La suppression de la labellisation du bac repose, pour le Ministère de l’Éducation, sur une logique similaire. Une meilleure perméabilité des différentes filières universitaires et professionnelles, qui risque pourtant d’être peu effective. Car en France, les matières scientifiques, qui plus est les mathématiques, sont des critères historiques de sélection et d’accès aux différentes formations de l’enseignement supérieur. Or la matière ne figure pas dans les enseignements du tronc commun, comme c’est le cas en Belgique ou en Italie.

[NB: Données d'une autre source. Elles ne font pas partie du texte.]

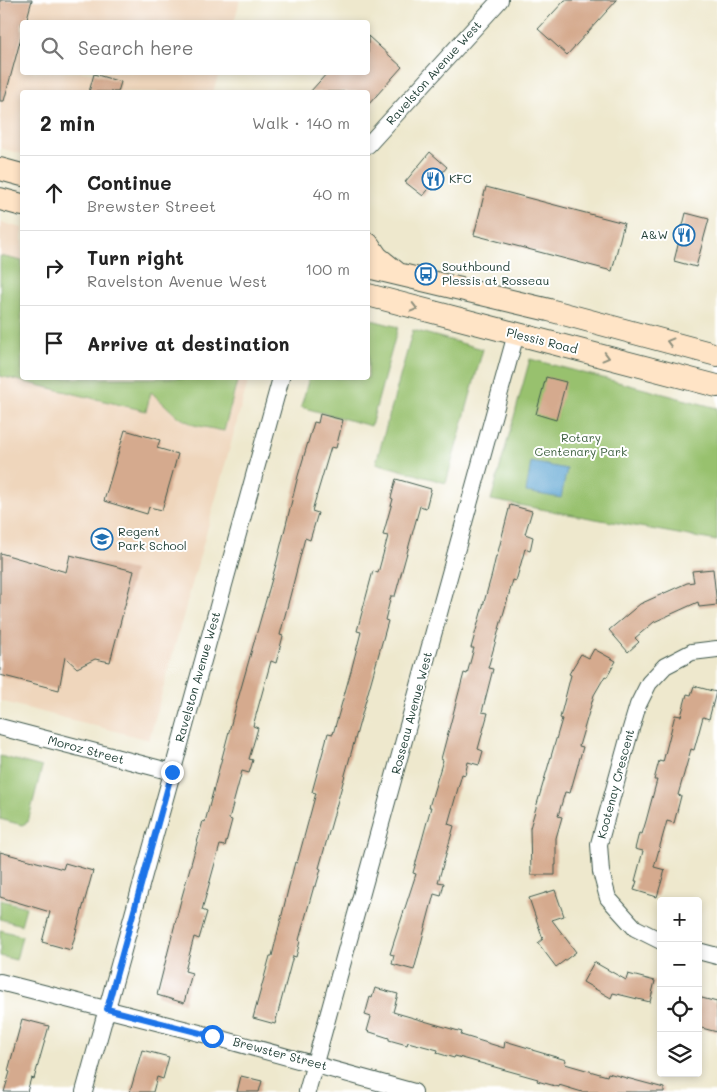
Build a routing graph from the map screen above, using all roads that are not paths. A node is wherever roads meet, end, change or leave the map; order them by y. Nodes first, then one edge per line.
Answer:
1 (500, 0) edge
2 (370, 143) edge
3 (0, 169) edge
4 (20, 174) edge
5 (0, 199) edge
6 (20, 204) edge
7 (370, 247) edge
8 (370, 268) edge
9 (400, 275) junction
10 (370, 296) edge
11 (516, 334) junction
12 (717, 355) edge
13 (281, 380) edge
14 (717, 386) edge
15 (717, 649) edge
16 (0, 728) edge
17 (172, 772) junction
18 (657, 939) edge
19 (702, 952) edge
20 (717, 956) edge
21 (0, 982) edge
22 (107, 1009) junction
23 (315, 1064) junction
24 (84, 1092) edge
25 (307, 1092) edge
26 (414, 1092) edge

1 - 2 street, Ravelston Avenue West
3 - 4 main road
5 - 6 main road
7 - 9 main road
8 - 9 main road
12 -> 9 main road
10 -> 11 main road, Plessis Road
11 -> 14 main road, Plessis Road
11 - 23 street, Rosseau Avenue West
13 - 17 street, Ravelston Avenue West
15 - 18 street, Kootenay Crescent
16 - 17 street, Moroz Street
17 - 22 street, Ravelston Avenue West
19 - 20 street
21 - 22 street, Brewster Street
22 - 23 street, Brewster Street
22 - 24 street, Ravelston Avenue West
23 - 25 street, Rosseau Avenue West
23 - 26 street, Brewster Street

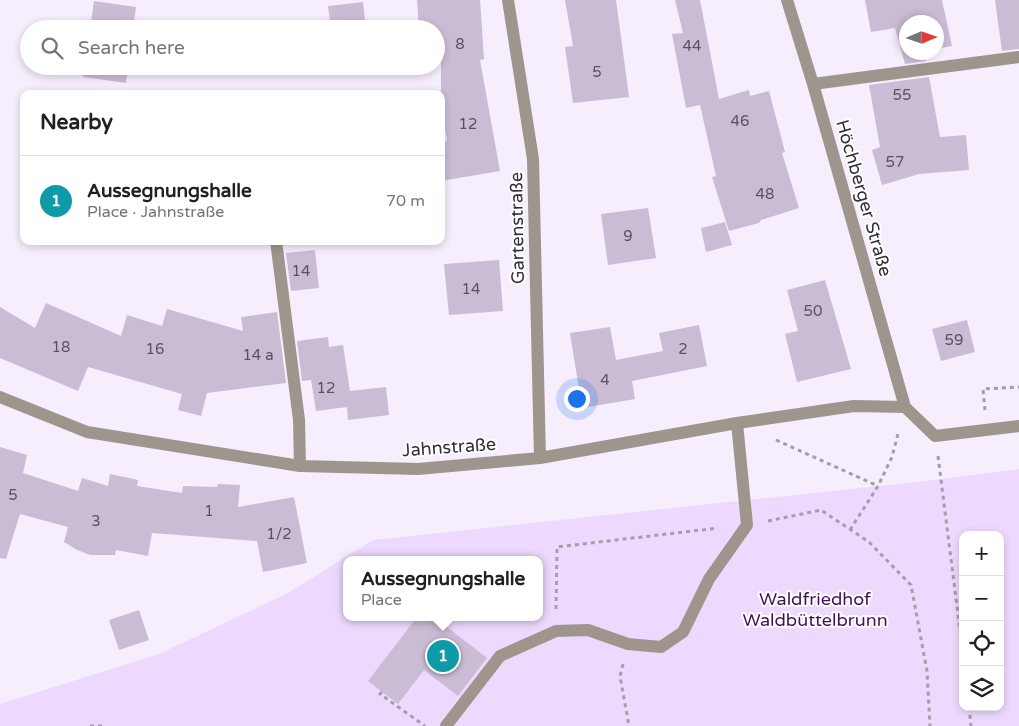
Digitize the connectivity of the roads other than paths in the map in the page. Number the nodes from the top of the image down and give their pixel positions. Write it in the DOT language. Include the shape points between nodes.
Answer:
graph roads {
  1 [pos="508,0"];
  2 [pos="787,0"];
  3 [pos="1019,57"];
  4 [pos="813,84"];
  5 [pos="277,245"];
  6 [pos="0,397"];
  7 [pos="905,407"];
  8 [pos="737,423"];
  9 [pos="1019,426"];
  10 [pos="540,458"];
  11 [pos="300,466"];
  12 [pos="446,726"];
  1 -- 10 [label="street, Gartenstraße" via="533,159"];
  2 -- 4 [label="street, Höchberger Straße"];
  3 -- 4 [label="street"];
  4 -- 7 [label="street, Höchberger Straße"];
  5 -- 11 [label="street" via="299,420"];
  6 -- 11 [label="street, Jahnstraße" via="87,432"];
  7 -- 8 [label="street, Jahnstraße" via="854,406"];
  7 -- 9 [label="street" via="936,436"];
  8 -- 10 [label="street, Jahnstraße"];
  8 -- 12 [label="street" via="746,525 709,579 683,632 661,647 628,644 588,630 556,631 500,656"];
  10 -- 11 [label="street, Jahnstraße" via="418,469"];
}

Les bacheliers pourraient donc finalement être davantage restreints dans leurs orientations universitaires que le laissent présager les exemples européens.
L’apparition du contrôle continu, fin d’une exception hexagonale.
Sur les 27 États membres de l’Union européenne, le modèle français faisait historiquement figure d’exception. Un bon nombre de pays ont opté pour un système de notation mixe mêlant contrôle continu (les notes obtenues durant l’année) et examen de fin d’études. En Italie, la part du contrôle continu est de 25% ; en l’Allemagne elle supérieur de 60% de la note finale de l’Abitur.
Mais avec la réforme du baccalauréat, la France introduit elle aussi le contrôle continu, à hauteur de 40%. Une décision controversée, au nom de l’égalité de traitement vis-à-vis de l’examen. Les professeurs dénoncent un bac qui ne serait plus national mais local et craignent de possibles discriminations. Selon l’établissement dans lequel ils étudient, les élèves pourraient être sous-notés ou au contraire, sur-notés.
Un élément, qui en Allemagne et Belgique ne choque pas forcément et que l’on reconnait ouvertement. Dans le royaume, les communautés linguistiques sont responsables de l’enseignement (il n’y a pas de Ministère de l’Éducation au niveau fédéral belge, mais un Ministre pour la communauté flamande, un pour la fédération Wallonie-Bruxelles et un pour la communauté germanophone). Chaque établissement compose les sujets d’examens du certificat de fin d’études secondaires et en gère la correction. « Ce système renforce le caractère inégalitaire des écoles » assument les représentants de la FEF. Mais selon eux, les inégalités existent indépendamment du système d’examen propre à chaque établissement. Ce dernier ne ferait que les rendre plus visibles. A voir s’il en sera de même pour l’enseignement français.